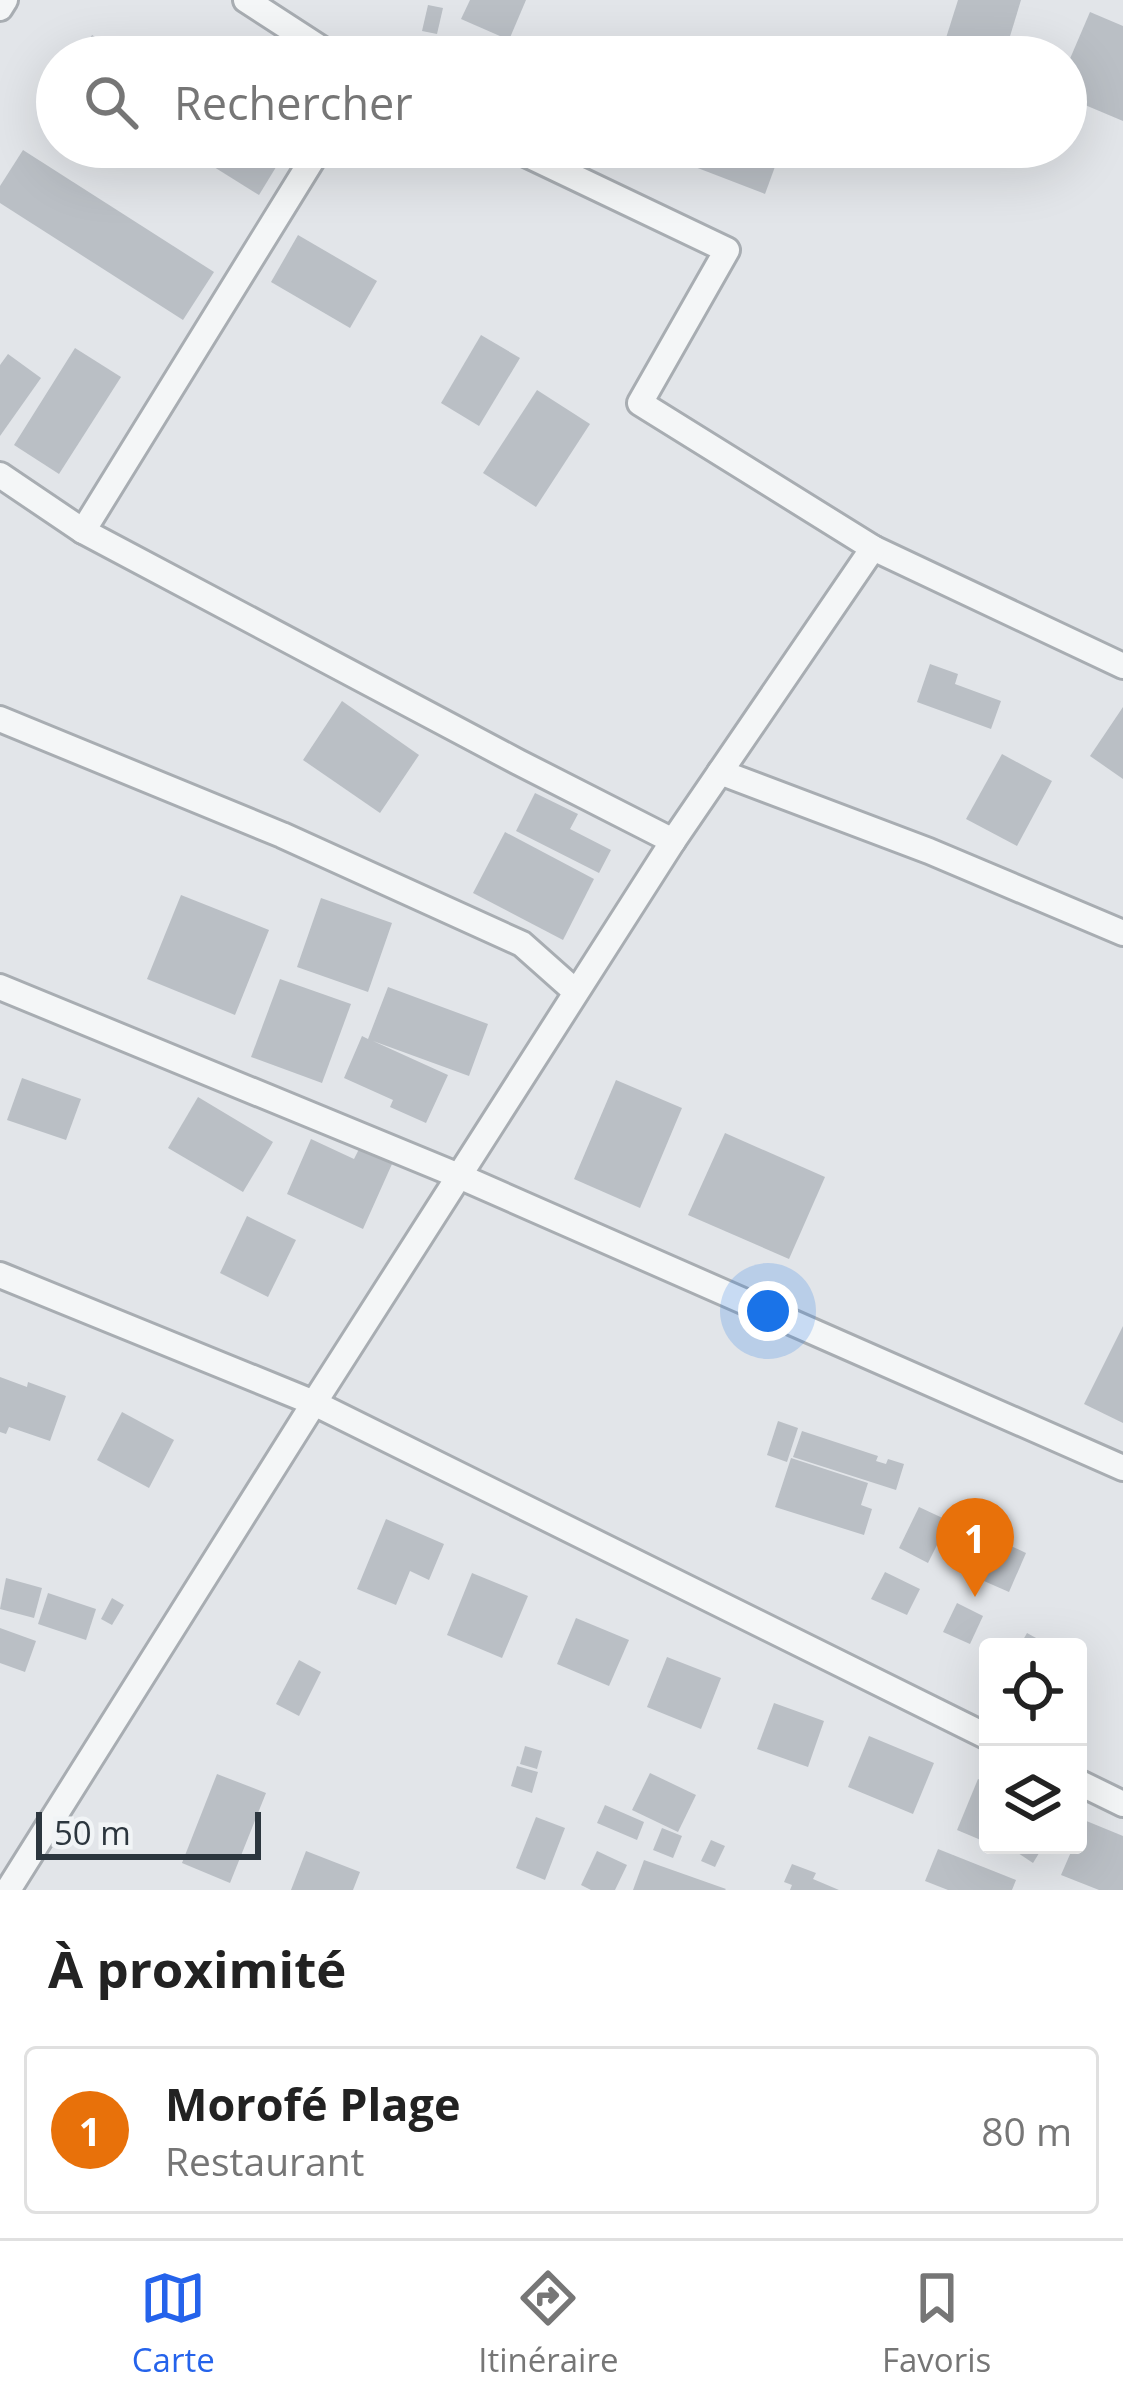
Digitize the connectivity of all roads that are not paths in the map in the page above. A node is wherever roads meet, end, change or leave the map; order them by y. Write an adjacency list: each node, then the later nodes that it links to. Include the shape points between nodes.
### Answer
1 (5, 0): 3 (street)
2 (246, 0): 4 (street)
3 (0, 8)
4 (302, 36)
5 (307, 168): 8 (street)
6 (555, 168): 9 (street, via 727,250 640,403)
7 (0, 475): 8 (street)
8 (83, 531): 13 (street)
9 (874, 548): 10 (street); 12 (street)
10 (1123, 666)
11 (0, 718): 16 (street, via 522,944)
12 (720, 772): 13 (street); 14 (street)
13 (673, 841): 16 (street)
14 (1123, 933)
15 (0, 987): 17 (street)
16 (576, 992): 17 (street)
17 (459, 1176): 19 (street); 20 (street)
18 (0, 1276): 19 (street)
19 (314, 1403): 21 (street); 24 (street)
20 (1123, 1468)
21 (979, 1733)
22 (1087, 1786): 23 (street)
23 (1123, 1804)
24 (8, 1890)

==

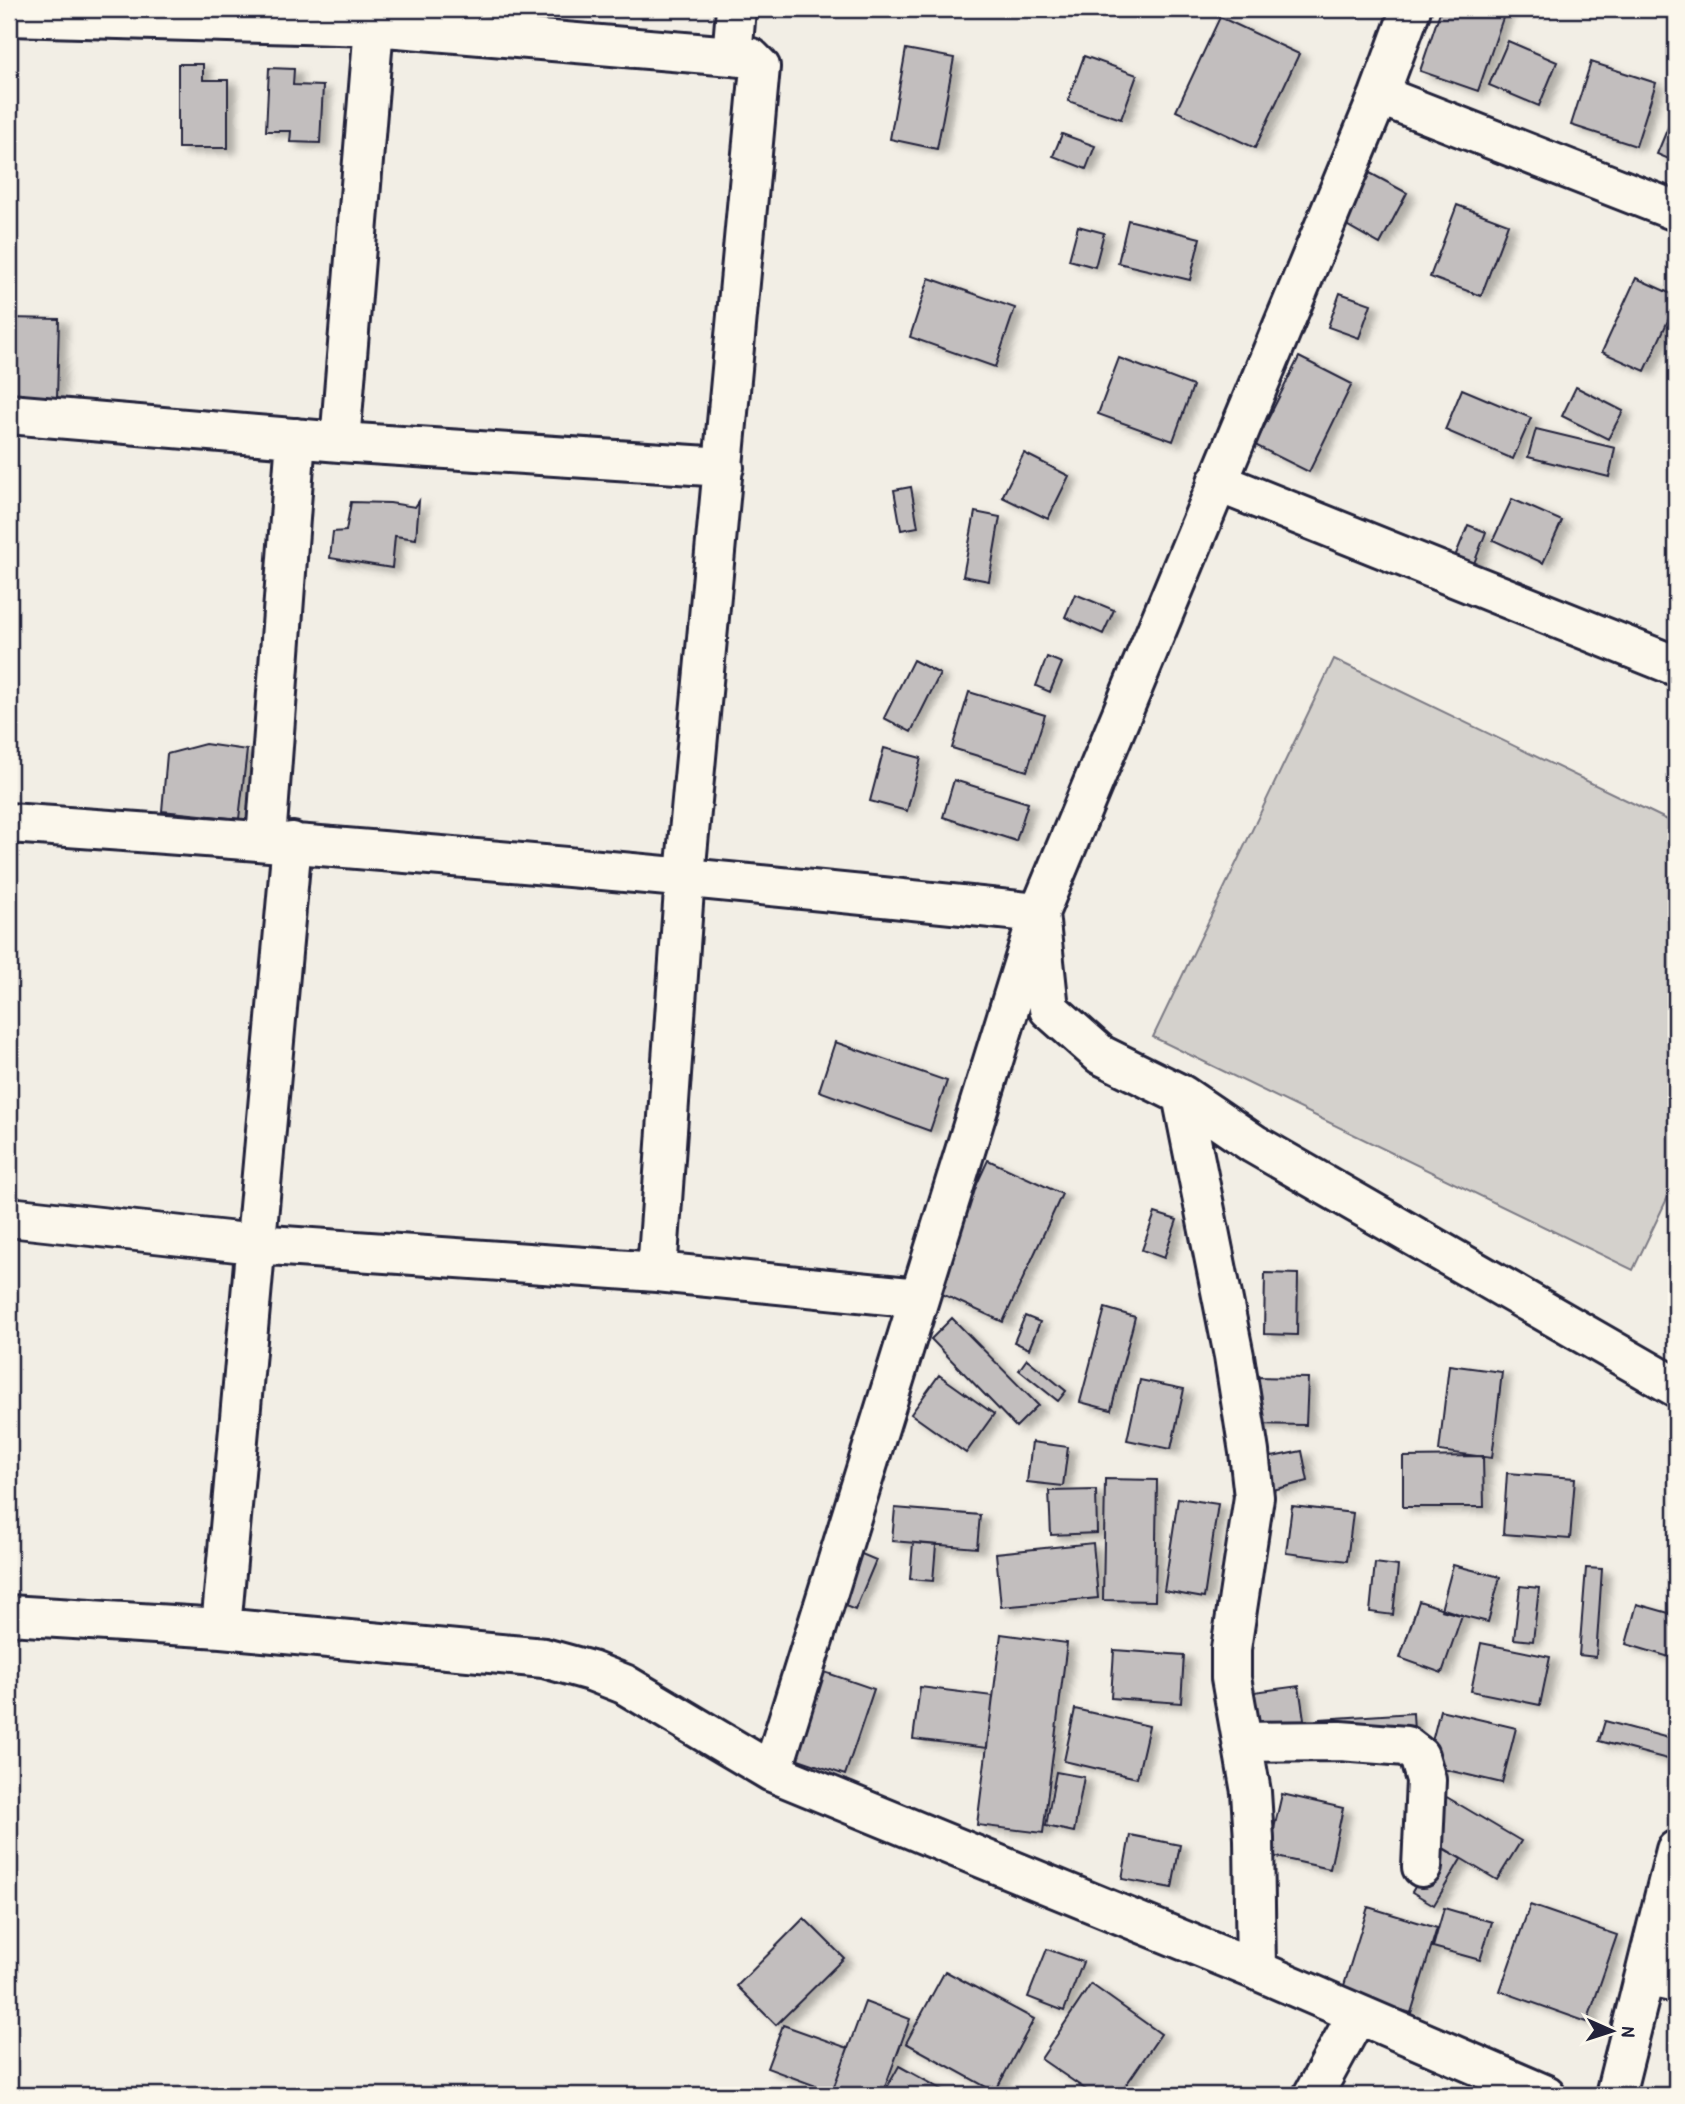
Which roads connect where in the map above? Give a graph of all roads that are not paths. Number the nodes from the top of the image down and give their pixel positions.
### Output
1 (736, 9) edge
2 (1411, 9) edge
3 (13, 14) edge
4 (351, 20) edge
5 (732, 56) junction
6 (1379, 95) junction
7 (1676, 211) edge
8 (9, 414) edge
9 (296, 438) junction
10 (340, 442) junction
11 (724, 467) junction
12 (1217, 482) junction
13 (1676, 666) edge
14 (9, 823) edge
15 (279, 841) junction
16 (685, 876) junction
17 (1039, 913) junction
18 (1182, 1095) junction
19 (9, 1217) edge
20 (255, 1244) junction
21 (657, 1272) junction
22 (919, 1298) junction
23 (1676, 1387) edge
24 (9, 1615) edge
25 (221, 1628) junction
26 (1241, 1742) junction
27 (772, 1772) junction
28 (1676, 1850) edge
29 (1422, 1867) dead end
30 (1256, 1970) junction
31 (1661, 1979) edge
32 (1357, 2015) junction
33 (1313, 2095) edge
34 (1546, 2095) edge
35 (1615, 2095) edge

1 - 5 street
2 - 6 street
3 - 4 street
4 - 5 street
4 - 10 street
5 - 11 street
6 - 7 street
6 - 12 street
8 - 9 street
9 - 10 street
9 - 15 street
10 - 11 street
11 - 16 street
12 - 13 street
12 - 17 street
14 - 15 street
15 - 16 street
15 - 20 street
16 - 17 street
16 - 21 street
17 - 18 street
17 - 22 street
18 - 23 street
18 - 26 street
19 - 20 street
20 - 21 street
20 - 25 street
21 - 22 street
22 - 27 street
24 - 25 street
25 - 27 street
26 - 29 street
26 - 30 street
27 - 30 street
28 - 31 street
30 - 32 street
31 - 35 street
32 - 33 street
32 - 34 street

[Aim of the task]:
Copy all lines from the material that hold "nodes".

[Answer box]:
Digitize the connectivity of all roads that are not paths in the map in the page above. A node is wherever roads meet, end, change or leave the map; order them by y. Write an adjacency list: each node, then the later nodes that it links to. Include the shape points between nodes.
Which roads connect where in the map above? Give a graph of all roads that are not paths. Number the nodes from the top of the image down and give their pixel positions.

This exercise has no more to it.